The most well known change in H5N1 is the additional basic amino acids at the HA cleavage site. All H5N1 HPAI wild bird sequences from Asia have the characteristic RRRKKR sequence The multi-basic amino acids at this site are diagnostic for HPAI and are routinely used in diagnostic labs. If none of the H5 mixtures have this sequence, then that result should be noted. If any do have the sequence, then the isolate will almost certainly be H5N1 since that sequences has never been reported in any flu sero-type other than HPAI H5N1.
Similarly, the N1 in HPAI H5N1 has a 20 amino acid deletion. This deletion is found in all recent Asian H5N1's including all reported sequences from wild birds. Thus, an insert representing this region would have a unique size.
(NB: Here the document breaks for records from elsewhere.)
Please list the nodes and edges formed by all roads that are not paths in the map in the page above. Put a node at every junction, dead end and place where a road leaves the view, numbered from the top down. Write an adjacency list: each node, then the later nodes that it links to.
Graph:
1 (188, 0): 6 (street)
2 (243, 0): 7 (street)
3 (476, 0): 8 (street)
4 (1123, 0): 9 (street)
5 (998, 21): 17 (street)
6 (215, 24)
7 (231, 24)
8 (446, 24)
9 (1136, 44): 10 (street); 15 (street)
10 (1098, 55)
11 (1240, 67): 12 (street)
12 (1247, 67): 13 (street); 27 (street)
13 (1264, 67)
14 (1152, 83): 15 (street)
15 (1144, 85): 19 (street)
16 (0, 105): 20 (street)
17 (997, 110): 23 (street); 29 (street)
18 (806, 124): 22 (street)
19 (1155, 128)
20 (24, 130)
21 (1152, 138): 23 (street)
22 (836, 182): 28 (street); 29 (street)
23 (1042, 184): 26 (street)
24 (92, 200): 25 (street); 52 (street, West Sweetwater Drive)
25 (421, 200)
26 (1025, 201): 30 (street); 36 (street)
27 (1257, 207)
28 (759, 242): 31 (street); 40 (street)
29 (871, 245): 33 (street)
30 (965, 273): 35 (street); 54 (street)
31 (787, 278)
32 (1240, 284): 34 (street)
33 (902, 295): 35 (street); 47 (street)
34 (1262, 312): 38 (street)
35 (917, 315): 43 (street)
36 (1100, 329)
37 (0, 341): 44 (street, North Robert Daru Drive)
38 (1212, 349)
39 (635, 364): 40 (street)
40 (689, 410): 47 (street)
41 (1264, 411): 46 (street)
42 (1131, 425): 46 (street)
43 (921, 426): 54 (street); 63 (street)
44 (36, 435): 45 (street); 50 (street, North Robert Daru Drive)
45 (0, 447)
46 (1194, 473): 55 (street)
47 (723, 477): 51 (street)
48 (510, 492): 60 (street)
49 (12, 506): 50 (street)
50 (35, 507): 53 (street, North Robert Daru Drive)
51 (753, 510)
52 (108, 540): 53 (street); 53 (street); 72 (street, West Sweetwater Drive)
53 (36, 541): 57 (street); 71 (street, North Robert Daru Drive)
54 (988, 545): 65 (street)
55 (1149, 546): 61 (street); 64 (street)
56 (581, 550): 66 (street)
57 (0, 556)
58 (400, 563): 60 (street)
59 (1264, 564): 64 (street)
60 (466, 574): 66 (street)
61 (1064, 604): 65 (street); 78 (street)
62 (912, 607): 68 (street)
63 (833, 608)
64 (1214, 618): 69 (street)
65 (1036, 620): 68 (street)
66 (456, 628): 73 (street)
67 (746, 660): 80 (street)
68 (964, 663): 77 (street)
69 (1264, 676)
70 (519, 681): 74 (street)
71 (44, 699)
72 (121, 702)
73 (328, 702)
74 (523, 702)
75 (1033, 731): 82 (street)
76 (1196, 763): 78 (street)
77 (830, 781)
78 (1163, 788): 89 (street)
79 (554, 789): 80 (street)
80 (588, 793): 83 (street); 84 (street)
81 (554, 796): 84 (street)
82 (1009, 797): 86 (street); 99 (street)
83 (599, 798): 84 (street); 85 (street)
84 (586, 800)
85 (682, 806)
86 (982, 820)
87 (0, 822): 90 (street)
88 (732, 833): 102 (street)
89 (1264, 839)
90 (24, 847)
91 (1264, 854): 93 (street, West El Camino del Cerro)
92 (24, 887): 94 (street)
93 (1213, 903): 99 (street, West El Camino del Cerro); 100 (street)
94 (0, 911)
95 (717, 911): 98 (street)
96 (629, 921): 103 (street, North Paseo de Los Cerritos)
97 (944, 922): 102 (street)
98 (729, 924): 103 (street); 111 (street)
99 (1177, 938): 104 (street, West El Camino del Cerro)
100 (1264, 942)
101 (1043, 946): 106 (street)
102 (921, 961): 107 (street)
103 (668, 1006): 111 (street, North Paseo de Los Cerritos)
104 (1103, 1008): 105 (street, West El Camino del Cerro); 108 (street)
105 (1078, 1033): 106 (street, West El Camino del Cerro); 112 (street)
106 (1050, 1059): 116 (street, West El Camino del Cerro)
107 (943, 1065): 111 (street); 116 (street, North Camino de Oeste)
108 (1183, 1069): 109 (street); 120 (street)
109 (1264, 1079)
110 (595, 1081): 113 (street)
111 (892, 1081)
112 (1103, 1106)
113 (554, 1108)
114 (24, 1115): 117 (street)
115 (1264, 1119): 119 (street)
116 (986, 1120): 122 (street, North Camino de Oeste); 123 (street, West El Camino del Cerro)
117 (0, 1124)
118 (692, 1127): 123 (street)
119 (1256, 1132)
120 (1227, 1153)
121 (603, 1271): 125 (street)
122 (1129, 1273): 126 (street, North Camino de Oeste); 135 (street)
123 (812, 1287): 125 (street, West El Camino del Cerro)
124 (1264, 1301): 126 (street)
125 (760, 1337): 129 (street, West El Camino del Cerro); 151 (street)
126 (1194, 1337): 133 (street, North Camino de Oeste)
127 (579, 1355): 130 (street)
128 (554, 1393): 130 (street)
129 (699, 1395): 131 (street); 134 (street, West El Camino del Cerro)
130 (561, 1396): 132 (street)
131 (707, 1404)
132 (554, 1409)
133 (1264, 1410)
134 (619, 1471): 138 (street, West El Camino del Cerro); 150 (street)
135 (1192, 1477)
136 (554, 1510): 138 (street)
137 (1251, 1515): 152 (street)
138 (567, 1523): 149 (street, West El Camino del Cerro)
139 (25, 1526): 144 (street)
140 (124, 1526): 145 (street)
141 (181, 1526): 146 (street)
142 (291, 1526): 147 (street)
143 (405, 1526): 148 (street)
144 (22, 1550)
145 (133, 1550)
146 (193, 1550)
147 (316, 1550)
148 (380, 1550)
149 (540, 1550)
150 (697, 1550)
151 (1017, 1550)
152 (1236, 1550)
Identity with N1 from HPAI H5N1 could be verified by sequencing of the insert. Again, because of the unique size, cloning is not required.
The same can be said for the NS gene, which has a 5 amino acid deletion and would also create a novel sized insert that could also be verified by sequencing.
Sequencing of a portion of yet another gene, PB2, could also answer questions about the H5 in Canada. So far all HPAI H5N1 from wild birds have the E627K polymorphism. This polymorphism has never been isolated in an H5 from a bird prior to the sequencing of the Qinghai Lake isolates. Since then, the only bird isolates with that polymorphism have been closely related isolates from Novosibirsk.
Winnipeg has had the H5 isolates for at least two weeks now and it is time for straight answers to simple questions regarding H5N1 wild bird flu in Canada.